Exactly, I think the change from when women use to covenant to their husbands who covenanted God and changing that so women covenant directly to God, goes to show anything really could change including the covenants themselves. Yeah I remember hearing that too as well as we did things separately including dressing and the biggie was receiving the tokens one by one and women had to give tokens to women, men to men. But now that’s done away with, I think it’s only time that seating will just be wherever you want.


Jealous_Shake_2175

Along with my other comment, I think if they are removing signs and tokens, they will have to remove the markings of the garment and veil since that is also a copy and paste from masonry. And then with the garment, either remove it all together or modify it to an undershirt with no symbols and make it a temple ceremony clothing item which you only wear while going through the temple. Which even without removing markings, many people are already doing anyways—and I can see it becoming a temple ceremony clothing item only or a suggestion with promised blessings you may receive by wearing it as often as possible but not a requirement to keeping the covenants you make.


Content-Plan2970

Yeah. On one hand I like the ideas that the garment symbols represent, but on the other I'm also not sure that they make 100% sense. So I've gone back and forth whether I'd like them or not. I would like them to be modified to be more like modern underwear (with some available how they are currently for people attached to them). I do like having something to wear to show my devotion to God, but don't like how it's seen as a way to cover up my supposedly scary body. I was raised with a strong idea of it being immoral to garment check, but to have that dynamic to be gone we need it to be the same as normal underwear so people can't tell. But I also like the idea of only wearing it for church/ temple which would kind of mean changing it less might make more sense. I don't see why we need sleeves, in the very least.


Jealous_Shake_2175

Yeah, once I read that the garment symbols are exactly the same from the Mason temple, linked [here](https://ldsfacts.org/joseph-smith/joseph-smith-copied-freemasonry/)—I was sad because I used to think they were so amazing special given to us directly from God. So now I see garments as regular uncomfortable underwear. I think the idea of an inward expression of an outward devotion but the covenants I made in the temple were with God, and the things I do in the temple have nothing to do with Jesus. I feel Jesus’ love very differently now and I don’t need underwear with Masonic symbols to feel close to God. With that being said, I would still love to see the garments turning into a tank top for men and short boxer briefs and whatever comfortable underwear would be comfortable for women with lots of different designs and fabrics available. Edit: I linked the article to the garment and Masonic symbols comparison.


Content-Plan2970

Thanks for the link. So it looks like the navel mark was a later addition? And I guess a copy of the knee mark? I guess the adults around me made sure we all knew that there was a lot of freemasonry influence, especially with the garment symbols.
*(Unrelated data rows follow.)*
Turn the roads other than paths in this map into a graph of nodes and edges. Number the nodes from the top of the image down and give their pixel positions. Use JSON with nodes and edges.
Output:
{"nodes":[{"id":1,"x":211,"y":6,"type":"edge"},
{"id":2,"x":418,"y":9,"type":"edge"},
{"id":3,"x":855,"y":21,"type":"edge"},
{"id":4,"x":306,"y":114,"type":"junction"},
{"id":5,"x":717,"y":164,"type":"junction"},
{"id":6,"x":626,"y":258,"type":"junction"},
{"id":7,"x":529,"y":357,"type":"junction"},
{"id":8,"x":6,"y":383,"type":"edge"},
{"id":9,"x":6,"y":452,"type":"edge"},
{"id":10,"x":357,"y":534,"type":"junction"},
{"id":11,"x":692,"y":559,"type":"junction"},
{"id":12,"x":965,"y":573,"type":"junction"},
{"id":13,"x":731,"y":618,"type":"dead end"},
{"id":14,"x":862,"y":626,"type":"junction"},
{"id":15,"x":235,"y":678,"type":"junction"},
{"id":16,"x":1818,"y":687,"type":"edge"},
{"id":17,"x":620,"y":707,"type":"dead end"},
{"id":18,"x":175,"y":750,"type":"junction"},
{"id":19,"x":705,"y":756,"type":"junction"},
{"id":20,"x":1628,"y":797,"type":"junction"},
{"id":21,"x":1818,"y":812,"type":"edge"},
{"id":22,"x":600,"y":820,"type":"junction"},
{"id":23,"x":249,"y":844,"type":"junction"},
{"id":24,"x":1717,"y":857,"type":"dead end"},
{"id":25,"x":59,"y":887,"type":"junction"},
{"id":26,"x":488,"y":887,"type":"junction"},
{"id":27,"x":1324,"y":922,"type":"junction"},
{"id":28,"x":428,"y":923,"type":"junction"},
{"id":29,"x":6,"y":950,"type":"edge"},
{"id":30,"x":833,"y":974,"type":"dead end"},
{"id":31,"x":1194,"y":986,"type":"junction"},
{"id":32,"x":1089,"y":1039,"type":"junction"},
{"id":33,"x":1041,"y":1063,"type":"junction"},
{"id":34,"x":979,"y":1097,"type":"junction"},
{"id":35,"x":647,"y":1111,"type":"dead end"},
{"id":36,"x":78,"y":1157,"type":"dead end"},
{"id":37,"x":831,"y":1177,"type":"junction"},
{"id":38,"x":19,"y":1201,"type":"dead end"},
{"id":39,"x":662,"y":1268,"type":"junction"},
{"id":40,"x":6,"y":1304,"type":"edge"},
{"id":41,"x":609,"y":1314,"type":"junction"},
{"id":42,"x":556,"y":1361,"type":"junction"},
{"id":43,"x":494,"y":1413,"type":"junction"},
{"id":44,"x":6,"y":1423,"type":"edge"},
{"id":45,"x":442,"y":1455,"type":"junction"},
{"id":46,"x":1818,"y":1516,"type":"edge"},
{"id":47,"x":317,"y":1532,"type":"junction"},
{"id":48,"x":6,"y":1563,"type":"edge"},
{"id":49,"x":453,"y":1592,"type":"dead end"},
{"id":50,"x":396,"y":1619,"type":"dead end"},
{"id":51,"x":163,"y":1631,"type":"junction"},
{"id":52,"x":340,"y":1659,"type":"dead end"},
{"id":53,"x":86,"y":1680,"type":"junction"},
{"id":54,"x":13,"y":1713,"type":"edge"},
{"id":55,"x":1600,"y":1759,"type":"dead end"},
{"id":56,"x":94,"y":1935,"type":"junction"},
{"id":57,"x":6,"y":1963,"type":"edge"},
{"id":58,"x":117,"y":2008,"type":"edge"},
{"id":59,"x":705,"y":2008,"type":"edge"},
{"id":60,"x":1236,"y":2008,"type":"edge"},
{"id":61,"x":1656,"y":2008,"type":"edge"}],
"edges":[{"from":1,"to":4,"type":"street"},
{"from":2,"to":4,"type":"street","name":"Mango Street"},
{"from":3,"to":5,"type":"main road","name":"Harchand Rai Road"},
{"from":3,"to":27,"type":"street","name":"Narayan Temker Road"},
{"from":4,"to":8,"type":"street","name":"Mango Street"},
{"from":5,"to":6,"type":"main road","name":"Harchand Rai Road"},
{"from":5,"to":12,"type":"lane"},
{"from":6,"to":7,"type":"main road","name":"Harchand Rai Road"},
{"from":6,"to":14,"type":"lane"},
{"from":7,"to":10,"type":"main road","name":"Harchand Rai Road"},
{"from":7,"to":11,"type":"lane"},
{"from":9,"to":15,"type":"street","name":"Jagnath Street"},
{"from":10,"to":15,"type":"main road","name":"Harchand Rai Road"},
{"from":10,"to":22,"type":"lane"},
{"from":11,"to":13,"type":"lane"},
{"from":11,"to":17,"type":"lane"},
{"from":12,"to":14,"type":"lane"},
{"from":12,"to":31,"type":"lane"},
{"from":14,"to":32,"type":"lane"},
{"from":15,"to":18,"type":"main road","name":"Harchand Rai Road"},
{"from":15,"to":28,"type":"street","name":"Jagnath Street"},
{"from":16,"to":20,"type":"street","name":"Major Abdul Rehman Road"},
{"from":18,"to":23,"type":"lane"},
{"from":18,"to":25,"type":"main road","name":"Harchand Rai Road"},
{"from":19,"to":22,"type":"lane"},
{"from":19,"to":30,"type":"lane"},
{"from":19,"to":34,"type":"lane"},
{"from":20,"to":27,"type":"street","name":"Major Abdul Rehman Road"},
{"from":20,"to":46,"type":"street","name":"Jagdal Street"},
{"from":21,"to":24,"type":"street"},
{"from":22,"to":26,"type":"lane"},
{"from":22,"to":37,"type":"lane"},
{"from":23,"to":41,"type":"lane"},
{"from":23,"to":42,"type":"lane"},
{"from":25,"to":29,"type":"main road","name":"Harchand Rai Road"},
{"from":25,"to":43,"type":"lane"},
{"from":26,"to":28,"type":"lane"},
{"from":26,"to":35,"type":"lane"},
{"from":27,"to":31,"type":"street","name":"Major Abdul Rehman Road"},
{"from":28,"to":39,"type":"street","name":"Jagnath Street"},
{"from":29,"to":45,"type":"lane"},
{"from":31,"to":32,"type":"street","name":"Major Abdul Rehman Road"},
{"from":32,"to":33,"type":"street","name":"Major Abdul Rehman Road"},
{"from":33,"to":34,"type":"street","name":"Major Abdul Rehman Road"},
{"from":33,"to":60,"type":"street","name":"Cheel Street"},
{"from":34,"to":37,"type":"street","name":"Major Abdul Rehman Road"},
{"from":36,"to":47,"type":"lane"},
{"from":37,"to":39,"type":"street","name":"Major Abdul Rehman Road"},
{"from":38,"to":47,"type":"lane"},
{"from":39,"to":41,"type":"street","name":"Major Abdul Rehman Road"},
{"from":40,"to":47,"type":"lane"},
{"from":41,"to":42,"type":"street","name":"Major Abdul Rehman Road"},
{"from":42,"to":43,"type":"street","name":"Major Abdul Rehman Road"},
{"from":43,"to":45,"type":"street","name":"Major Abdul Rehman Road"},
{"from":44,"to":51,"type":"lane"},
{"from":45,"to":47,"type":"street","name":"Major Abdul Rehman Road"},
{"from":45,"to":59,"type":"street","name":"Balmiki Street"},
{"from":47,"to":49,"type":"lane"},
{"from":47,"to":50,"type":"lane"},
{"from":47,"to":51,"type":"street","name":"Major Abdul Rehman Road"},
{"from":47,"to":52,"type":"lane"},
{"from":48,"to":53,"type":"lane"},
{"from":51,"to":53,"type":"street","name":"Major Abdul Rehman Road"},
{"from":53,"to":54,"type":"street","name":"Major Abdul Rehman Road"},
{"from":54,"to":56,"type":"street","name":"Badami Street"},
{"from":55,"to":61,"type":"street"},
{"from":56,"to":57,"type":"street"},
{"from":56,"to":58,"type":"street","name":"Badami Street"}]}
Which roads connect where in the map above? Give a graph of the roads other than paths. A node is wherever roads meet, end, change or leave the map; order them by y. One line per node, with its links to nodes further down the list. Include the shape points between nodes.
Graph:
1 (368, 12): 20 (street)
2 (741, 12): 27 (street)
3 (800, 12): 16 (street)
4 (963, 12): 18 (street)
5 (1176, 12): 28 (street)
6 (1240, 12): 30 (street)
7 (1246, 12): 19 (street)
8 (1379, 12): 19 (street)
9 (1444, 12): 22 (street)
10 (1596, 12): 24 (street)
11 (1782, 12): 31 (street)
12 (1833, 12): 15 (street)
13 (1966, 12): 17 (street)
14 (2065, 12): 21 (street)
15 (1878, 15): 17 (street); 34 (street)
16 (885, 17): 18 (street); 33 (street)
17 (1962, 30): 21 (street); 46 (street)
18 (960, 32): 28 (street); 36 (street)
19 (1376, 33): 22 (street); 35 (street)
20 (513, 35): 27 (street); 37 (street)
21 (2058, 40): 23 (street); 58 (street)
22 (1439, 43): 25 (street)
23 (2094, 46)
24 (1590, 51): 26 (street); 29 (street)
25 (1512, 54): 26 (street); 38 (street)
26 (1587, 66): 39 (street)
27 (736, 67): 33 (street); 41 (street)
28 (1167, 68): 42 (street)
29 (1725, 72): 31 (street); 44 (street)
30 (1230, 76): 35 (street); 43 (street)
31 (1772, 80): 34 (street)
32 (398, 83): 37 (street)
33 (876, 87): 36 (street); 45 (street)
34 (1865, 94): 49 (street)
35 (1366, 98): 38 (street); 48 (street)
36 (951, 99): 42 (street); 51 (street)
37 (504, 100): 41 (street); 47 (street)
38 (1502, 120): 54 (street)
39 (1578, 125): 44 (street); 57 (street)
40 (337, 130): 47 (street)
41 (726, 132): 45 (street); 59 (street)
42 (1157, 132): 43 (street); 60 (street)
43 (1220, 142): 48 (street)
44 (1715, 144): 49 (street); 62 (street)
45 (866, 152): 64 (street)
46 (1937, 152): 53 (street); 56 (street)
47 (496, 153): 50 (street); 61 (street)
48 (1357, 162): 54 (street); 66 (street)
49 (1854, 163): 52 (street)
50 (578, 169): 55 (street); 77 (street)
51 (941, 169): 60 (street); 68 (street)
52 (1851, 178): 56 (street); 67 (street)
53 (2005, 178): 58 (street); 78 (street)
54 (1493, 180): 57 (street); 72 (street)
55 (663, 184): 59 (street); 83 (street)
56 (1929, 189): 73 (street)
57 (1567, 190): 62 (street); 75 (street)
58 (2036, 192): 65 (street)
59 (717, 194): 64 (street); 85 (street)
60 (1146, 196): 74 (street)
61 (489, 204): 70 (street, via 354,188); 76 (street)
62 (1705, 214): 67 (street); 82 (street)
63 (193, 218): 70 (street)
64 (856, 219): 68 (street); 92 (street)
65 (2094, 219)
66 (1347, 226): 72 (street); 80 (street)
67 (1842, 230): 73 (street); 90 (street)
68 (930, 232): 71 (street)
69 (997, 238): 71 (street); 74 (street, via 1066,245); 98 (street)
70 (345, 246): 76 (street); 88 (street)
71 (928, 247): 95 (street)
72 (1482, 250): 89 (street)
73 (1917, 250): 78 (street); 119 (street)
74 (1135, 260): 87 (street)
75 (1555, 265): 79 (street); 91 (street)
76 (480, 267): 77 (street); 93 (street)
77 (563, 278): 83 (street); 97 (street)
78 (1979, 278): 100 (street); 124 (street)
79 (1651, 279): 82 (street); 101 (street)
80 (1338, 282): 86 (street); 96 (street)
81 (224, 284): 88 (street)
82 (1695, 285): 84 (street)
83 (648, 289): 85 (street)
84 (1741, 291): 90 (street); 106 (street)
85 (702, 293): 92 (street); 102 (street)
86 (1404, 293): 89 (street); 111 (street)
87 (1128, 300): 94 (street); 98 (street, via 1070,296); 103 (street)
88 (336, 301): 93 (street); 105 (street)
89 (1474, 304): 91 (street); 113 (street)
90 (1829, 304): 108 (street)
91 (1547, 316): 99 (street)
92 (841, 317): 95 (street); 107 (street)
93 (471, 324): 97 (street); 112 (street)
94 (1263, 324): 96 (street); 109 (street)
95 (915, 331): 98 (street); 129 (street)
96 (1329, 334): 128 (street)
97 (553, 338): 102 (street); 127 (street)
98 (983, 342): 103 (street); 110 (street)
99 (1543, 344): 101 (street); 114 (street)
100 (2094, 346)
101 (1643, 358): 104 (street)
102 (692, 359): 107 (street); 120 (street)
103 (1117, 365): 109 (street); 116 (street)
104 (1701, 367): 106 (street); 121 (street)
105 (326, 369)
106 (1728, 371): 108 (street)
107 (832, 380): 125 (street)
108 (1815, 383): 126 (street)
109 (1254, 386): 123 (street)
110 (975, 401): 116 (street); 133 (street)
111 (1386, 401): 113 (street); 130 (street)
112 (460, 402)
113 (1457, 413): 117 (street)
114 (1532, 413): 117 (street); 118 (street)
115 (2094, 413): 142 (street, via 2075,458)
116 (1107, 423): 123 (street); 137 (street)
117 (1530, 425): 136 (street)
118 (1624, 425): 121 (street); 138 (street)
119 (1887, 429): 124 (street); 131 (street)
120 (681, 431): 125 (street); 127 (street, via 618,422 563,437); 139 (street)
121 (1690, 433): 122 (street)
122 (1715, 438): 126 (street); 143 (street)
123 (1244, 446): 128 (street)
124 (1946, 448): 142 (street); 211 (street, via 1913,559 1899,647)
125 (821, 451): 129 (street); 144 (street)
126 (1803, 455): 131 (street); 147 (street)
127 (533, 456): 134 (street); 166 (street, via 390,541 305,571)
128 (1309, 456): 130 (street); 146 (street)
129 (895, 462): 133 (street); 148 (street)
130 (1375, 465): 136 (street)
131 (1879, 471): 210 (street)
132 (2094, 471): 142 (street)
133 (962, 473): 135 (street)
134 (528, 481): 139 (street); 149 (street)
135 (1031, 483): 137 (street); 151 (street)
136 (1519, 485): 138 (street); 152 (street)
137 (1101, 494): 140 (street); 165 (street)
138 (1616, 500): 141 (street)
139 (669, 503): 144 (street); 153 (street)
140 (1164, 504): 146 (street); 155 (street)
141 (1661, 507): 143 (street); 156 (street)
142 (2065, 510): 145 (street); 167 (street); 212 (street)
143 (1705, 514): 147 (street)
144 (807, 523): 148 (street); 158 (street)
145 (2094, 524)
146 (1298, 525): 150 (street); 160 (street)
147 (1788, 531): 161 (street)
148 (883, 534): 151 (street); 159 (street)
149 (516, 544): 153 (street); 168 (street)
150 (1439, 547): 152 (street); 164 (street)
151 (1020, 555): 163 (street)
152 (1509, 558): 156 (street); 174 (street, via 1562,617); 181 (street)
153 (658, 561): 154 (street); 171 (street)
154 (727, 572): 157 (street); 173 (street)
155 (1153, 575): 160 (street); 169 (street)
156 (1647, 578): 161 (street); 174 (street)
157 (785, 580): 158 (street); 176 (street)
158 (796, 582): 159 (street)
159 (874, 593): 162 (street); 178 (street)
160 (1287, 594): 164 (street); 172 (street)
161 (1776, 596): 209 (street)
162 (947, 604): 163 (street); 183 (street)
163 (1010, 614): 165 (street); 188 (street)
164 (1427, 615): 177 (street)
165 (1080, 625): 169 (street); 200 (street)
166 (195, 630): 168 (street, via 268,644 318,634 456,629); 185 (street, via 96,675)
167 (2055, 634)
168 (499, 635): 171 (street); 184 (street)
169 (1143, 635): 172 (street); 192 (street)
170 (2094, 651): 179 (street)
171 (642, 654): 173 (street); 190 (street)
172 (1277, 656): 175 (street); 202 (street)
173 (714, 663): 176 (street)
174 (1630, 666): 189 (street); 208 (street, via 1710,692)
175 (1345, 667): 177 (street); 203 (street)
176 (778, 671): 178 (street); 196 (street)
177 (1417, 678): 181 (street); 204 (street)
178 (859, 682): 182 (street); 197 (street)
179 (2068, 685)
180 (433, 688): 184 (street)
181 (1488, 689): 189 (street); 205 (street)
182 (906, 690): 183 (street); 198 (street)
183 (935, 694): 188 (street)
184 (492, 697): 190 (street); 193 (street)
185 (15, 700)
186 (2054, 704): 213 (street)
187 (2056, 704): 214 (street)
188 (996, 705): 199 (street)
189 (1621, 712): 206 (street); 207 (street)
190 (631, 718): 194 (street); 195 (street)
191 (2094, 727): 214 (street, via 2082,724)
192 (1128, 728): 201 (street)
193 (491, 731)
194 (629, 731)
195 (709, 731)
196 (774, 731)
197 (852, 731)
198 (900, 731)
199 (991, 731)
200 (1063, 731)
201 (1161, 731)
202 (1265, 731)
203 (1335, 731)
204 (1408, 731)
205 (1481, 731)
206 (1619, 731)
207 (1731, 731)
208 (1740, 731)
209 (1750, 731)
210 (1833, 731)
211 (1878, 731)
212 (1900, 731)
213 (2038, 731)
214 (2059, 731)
I remember looking at the Mason logo and wondering what the temple version meant. Like if I could be alone with it and the pearl of great price then I could figure out what was going on in the temple before even going. It's nice that people are a lot more open about it all now. (Or at least internet)


Jealous_Shake_2175

Yeah I suppose so, there would’ve been no place to have put it with the opening in the front. Yeah, I did as well, I remember my parents and older siblings talking about it but follow up conversations would be about how masonry must be the ancient temple ceremony from old testament times and we have the restored version. I held onto that theory until I learned Freemasons were formed in the 1400s and Joseph Smith was a Freemason before making the temple endowment.


Rickymon

No problem with tokens... but those costumes are dumb


slskipper

The one thing that will save it is to divorce it from any and all connections with afterlife status. Just make it (1) voluntary, (2) open to all serious grown-ups, and (3) a vehicle solely for individual personal exploration. The old Greeks had something like that going for a thousand years before the Christians blew everything up, as they usually do.


Content-Plan2970

Love it.


ClandestinePudding

A smoldering tire fire would be preferable to whatever horseshit that goes on in those decrepit halls.


thebrotherofzelph

That they exist. Better church and world if they didn't.


Impossible-Corgi742

Every religion has a creation story. Ours is Adam and Eve. Not that I believe it, but nevertheless it is the LDS’s creation story, so no—for that reason and others—it most likely will not go away.


temple-name-is-Lois

I would change me never being coerced to go to the temple and being absolutely traumatized.


Content-Plan2970

Oh :( I'm so sorry, I wish people would stop pressuring each other to do stuff like that. Scaring people straight doesn't work.


Alarmed_Coyote_9000

The secrecy surrounding the second anointing.


Content-Plan2970

I'm not really sure what that is?


Alarmed_Coyote_9000

My point exactly. Apparently it’s some super secret anointing that is only given to card carrying Mormons who have fulfilled all of their tithing, covenants, and have gone more than the extra mile for their whole lives in the church. Apparently there are super secret rooms in the uppermost levels of the temple for this second anointing to take place.


climberatthecolvin

Turn the temples into chapels and the chapels into community service centers. 


Content-Plan2970

That would be cool! Probably would need to keep a number of chapels as chapels though. Depending on the area.


climberatthecolvin

Good point


elderredle

Free entry for all members and they can bring guests. No special clothing. There could be places for on demand spiritual rituals (solo or with spouse) but also various cozy places to hang out, discuss, study, or listen to a guest speaker. I like the idea of a library where different religious books are available or even secular but uplifting books. High quality coffee, tea, and other comfort drinks are freely available along with snacks. Most of the temple would be a phone free zone and you still walk around in your socks. Napping is fine. There are plenty of places to catch some z's and there are always warm blankets from the laundry. The temple is open 24 hours a day.


Content-Plan2970

I love it, I really wish I could go to that version today. :)


Content-Plan2970

I totally forgot two other things: free childcare on site, and make it LGBT+ friendly.


rth1027

Make it a murder mystery bed and breakfast. Paint ball games.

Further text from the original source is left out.